PLoS ONE (Jan 2020)
A consistent approach to the genotype encoding problem in a genome-wide association study of continuous phenotypes.
Abstract
In this study, we suggested a hypothesis test method that was robust to different genotype encodings in a genome-wide association analysis of continuous traits. When the population stratification is corrected for using a method based on principal component analysis, ordinally (or categorically) encoded genotypes are adjusted and turn into continuous values. Due to the adjustment of the encoded genotype, the association test result using conventional methods, such as the test of Pearson's correlation coefficient, was shown to be dependent on how genotypes were encoded. To overcome this shortcoming, we proposed a non-parametric test based on Kendall's tau. Because Kendall's tau deals with rank, rather than value, associations between adjusted genotype and phenotype values, Kendall's test can be more robust than Pearson's test under different genotype encodings. We assessed the robustness of Kendall's test and compared with that of Pearson's test in terms of the difference in p-values obtained by using different genotype encodings.

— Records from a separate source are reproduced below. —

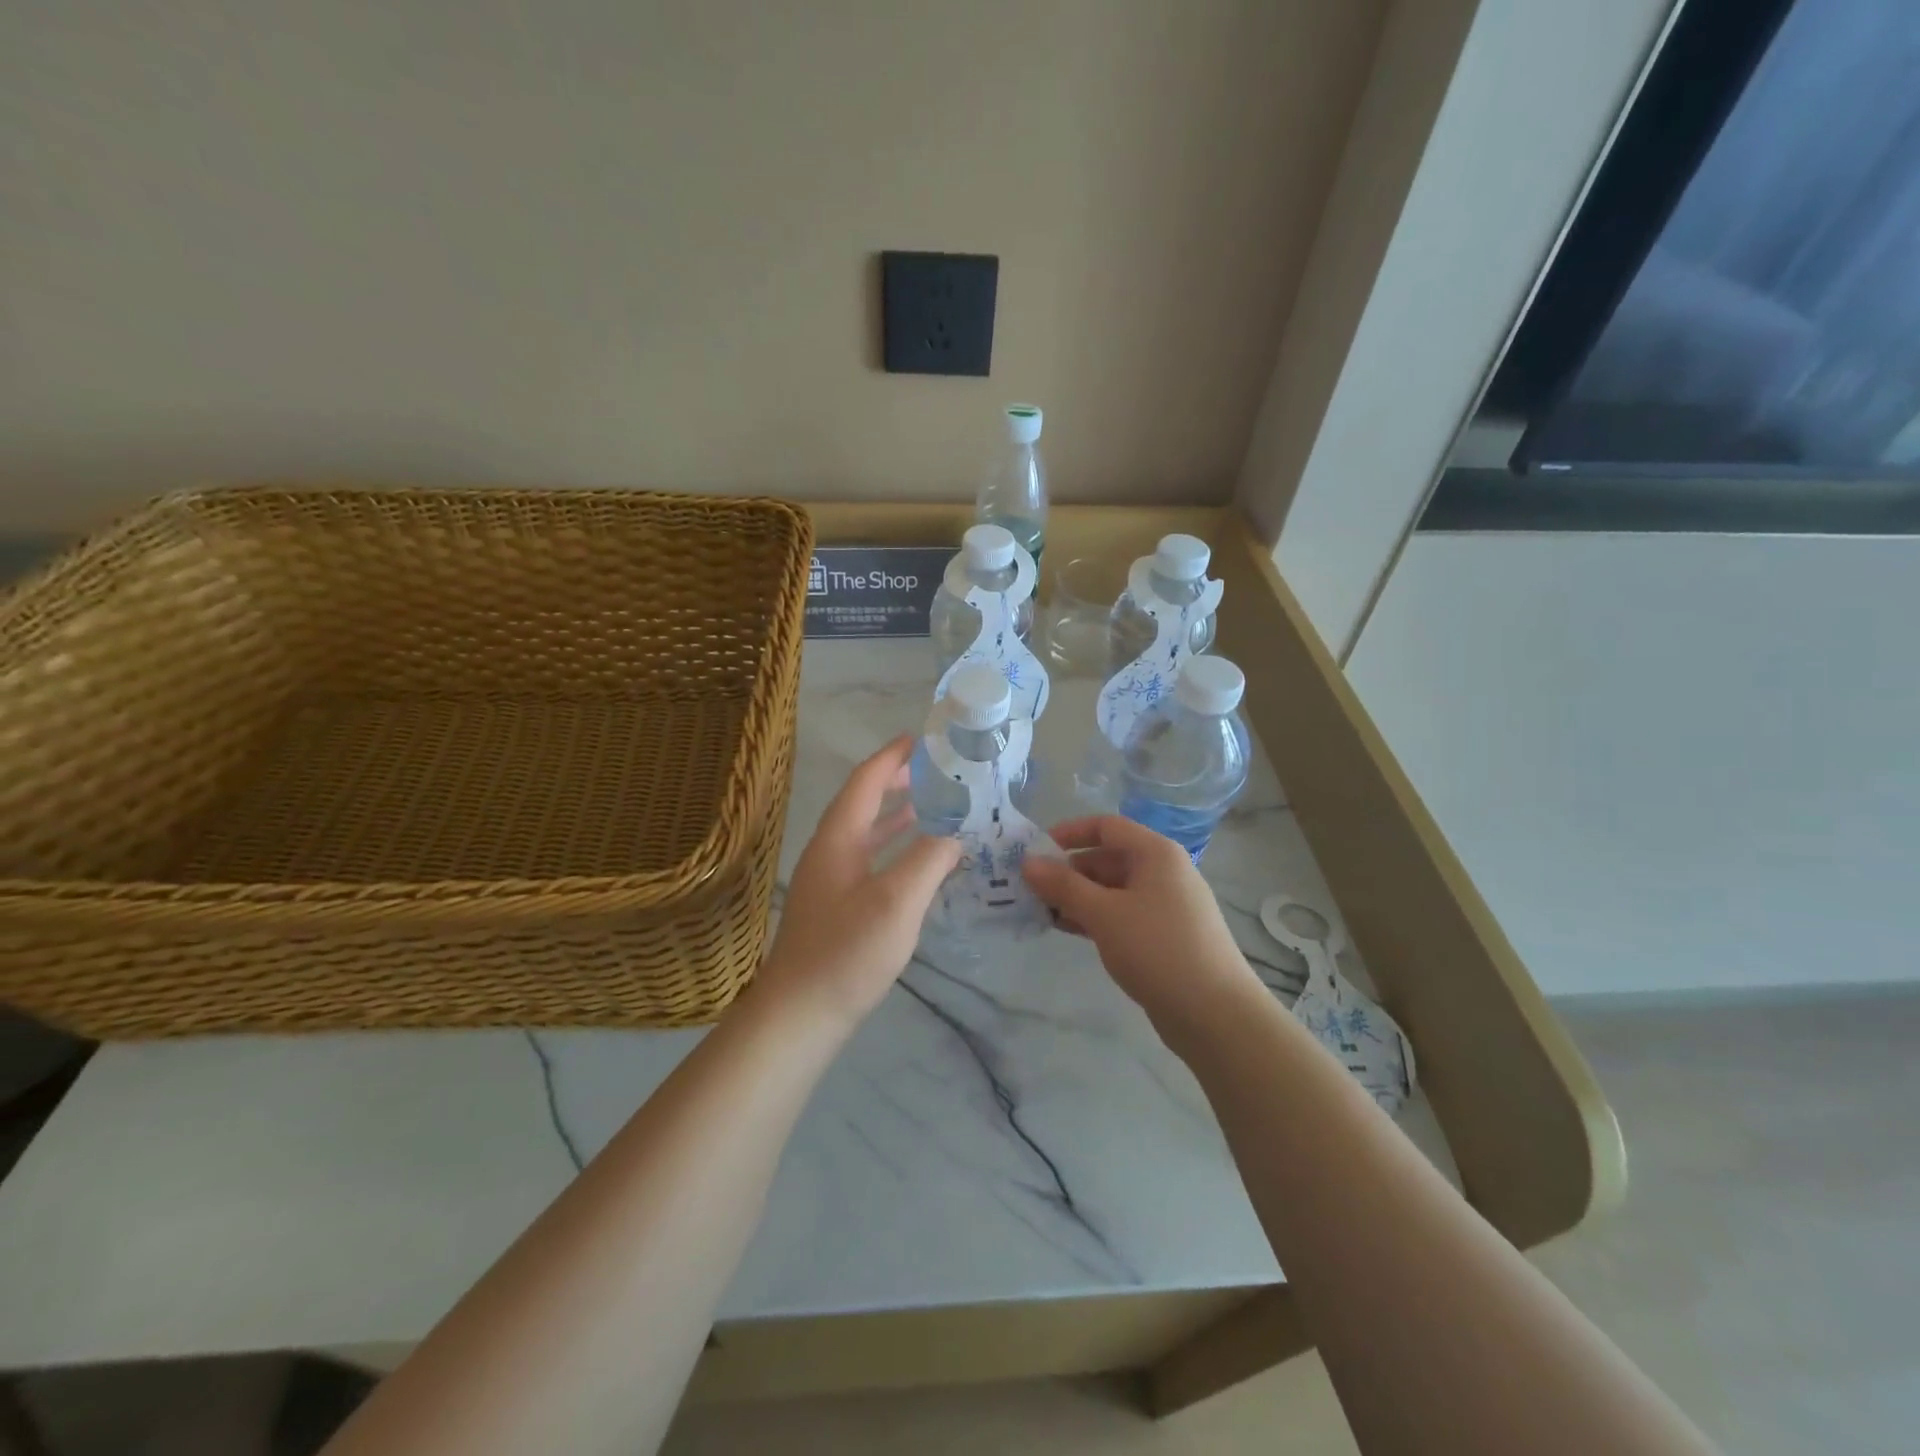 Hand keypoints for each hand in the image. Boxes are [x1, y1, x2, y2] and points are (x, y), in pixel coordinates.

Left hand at [756, 736, 961, 1030]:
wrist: (799, 1015)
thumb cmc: (846, 952)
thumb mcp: (897, 901)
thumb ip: (930, 859)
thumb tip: (957, 830)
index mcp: (838, 839)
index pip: (865, 782)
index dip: (892, 757)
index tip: (922, 738)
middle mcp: (830, 851)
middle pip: (863, 803)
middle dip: (897, 782)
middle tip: (937, 772)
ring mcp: (830, 881)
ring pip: (866, 833)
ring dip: (897, 816)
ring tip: (934, 807)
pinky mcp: (836, 907)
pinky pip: (870, 860)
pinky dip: (895, 849)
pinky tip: (918, 863)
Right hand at [1023, 815, 1257, 1032]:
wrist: (1216, 1014)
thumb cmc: (1158, 949)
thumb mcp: (1104, 914)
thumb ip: (1063, 886)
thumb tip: (1028, 862)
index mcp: (1156, 853)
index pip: (1106, 827)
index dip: (1069, 833)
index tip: (1036, 850)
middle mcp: (1163, 872)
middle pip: (1108, 858)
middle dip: (1068, 871)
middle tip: (1030, 889)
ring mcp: (1166, 905)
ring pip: (1113, 890)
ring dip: (1078, 897)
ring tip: (1041, 911)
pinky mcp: (1164, 936)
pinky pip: (1122, 914)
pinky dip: (1095, 917)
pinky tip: (1068, 930) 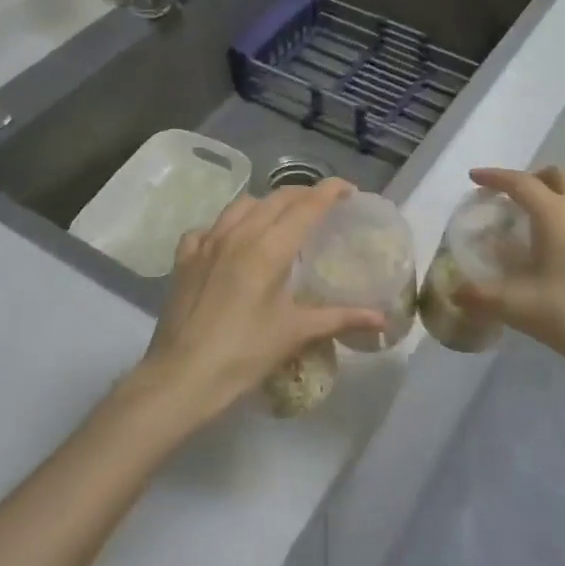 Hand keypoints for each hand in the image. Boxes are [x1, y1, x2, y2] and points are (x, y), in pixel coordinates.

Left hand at [129, 179, 384, 430]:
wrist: (182, 376)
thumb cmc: (245, 354)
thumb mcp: (296, 333)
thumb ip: (341, 318)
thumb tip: (382, 320)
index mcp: (269, 247)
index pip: (307, 206)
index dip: (330, 192)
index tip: (349, 189)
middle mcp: (239, 234)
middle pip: (276, 198)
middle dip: (303, 195)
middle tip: (323, 206)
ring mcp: (207, 242)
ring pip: (242, 205)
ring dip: (266, 204)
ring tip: (280, 220)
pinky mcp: (185, 258)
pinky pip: (209, 227)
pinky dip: (226, 226)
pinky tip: (231, 243)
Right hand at [453, 166, 564, 385]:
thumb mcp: (520, 308)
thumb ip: (481, 297)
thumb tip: (454, 293)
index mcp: (556, 214)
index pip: (520, 182)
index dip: (495, 177)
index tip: (474, 178)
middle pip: (555, 176)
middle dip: (529, 180)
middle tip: (510, 201)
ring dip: (554, 195)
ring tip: (536, 223) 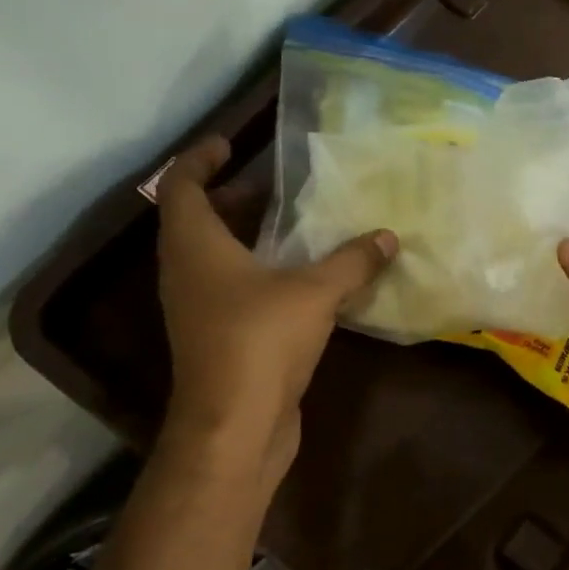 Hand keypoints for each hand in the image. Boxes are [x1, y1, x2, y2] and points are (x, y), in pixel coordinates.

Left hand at [156, 136, 395, 492]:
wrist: (235, 426)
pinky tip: (304, 278)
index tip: (231, 143)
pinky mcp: (219, 337)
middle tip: (277, 185)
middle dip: (235, 197)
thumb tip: (387, 237)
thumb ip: (352, 262)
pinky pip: (235, 289)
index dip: (200, 159)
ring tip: (296, 225)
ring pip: (218, 257)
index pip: (181, 186)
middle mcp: (187, 272)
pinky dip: (262, 272)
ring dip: (250, 237)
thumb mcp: (315, 293)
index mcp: (196, 246)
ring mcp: (200, 308)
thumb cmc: (260, 342)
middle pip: (200, 220) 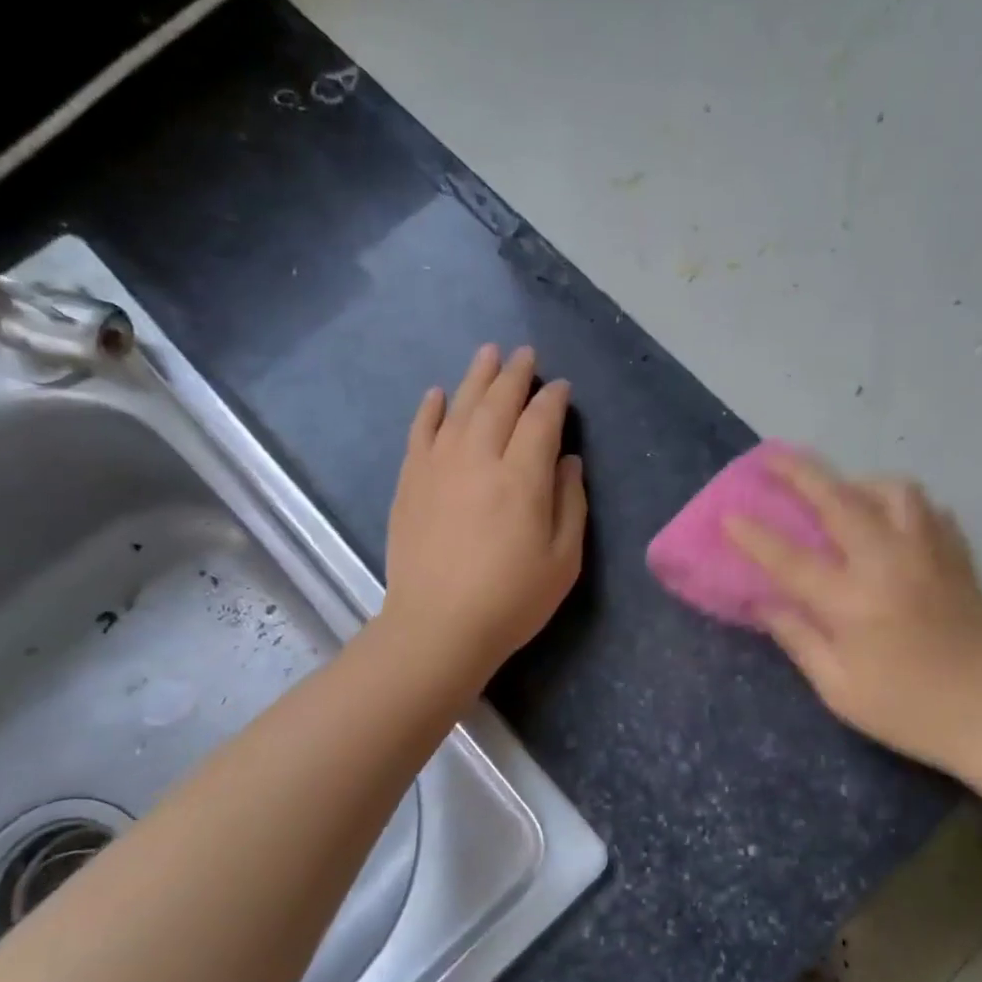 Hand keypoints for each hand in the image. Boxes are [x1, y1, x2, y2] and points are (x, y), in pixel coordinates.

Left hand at [383, 344, 586, 682]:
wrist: (438, 627)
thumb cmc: (511, 599)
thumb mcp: (563, 560)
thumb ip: (571, 503)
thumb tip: (566, 460)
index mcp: (523, 478)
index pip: (540, 421)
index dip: (553, 400)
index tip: (560, 388)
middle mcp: (480, 459)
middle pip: (498, 403)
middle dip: (515, 375)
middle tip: (525, 354)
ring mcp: (439, 467)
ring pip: (460, 407)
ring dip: (476, 377)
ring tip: (489, 354)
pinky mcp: (411, 482)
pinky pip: (420, 432)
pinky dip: (430, 409)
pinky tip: (437, 394)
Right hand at [724, 451, 981, 769]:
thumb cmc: (909, 711)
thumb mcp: (839, 688)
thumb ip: (797, 638)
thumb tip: (762, 603)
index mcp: (854, 601)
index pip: (791, 558)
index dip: (754, 535)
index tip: (728, 515)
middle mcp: (889, 562)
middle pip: (839, 500)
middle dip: (799, 473)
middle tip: (771, 459)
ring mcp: (929, 552)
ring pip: (891, 490)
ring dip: (856, 482)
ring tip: (839, 494)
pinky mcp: (957, 555)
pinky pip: (925, 508)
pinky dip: (898, 503)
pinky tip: (887, 520) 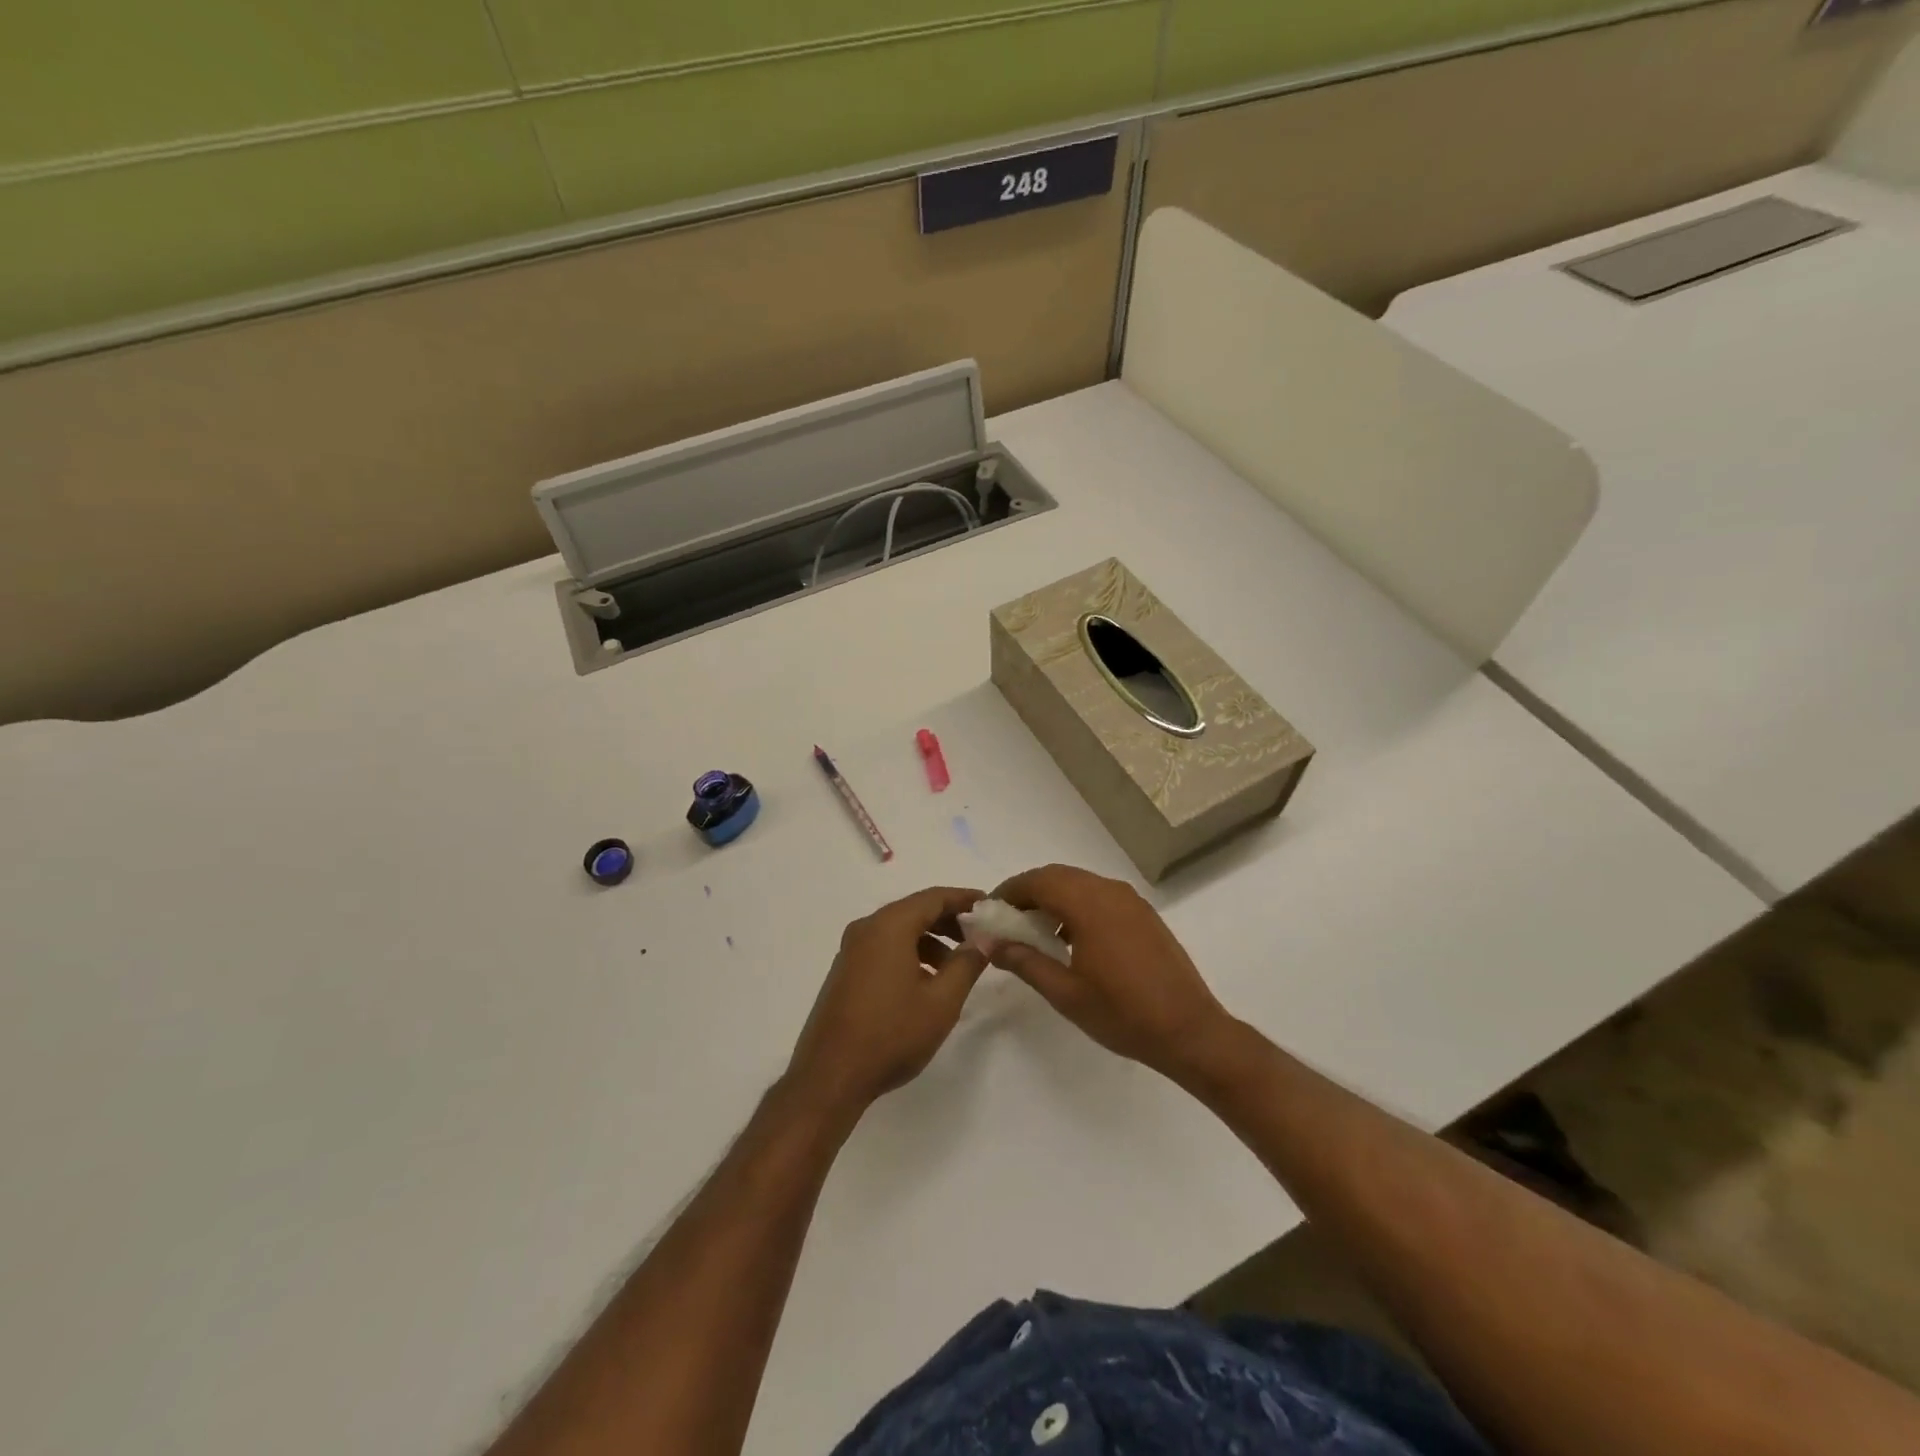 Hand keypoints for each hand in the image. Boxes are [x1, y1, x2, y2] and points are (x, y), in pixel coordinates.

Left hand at [784, 887, 988, 1122]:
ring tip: (956, 967)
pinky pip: (884, 948)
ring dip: (930, 940)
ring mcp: (851, 950)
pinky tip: (925, 983)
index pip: (934, 897)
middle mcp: (866, 929)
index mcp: (889, 926)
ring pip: (899, 931)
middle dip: (949, 920)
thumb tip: (984, 939)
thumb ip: (967, 963)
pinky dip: (910, 953)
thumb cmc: (892, 1034)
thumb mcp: (942, 1001)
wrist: (830, 1077)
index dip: (964, 899)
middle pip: (915, 910)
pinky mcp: (845, 972)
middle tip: (979, 937)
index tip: (990, 906)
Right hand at [990, 865, 1236, 1084]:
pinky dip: (1077, 904)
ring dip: (1053, 897)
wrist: (1190, 1030)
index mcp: (1089, 905)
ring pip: (1080, 883)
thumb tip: (990, 943)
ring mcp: (1131, 901)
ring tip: (1034, 930)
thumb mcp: (1065, 993)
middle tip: (1007, 920)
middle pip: (1058, 876)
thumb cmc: (1123, 1014)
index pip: (1038, 881)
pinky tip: (1070, 938)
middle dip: (1029, 892)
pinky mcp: (1144, 914)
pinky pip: (1100, 895)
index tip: (989, 911)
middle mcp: (1110, 891)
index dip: (1009, 891)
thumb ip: (1024, 962)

With simulated as well as real data set, we demonstrated that Kendall's test was more robust than Pearson's test under different genotype encodings. The proposed method can be applicable to the broad topics of interest in population genetics and comparative genomics, in which novel genetic variants are associated with traits. This study may also bring about a cautious approach to the genotype encoding in the numerical analysis.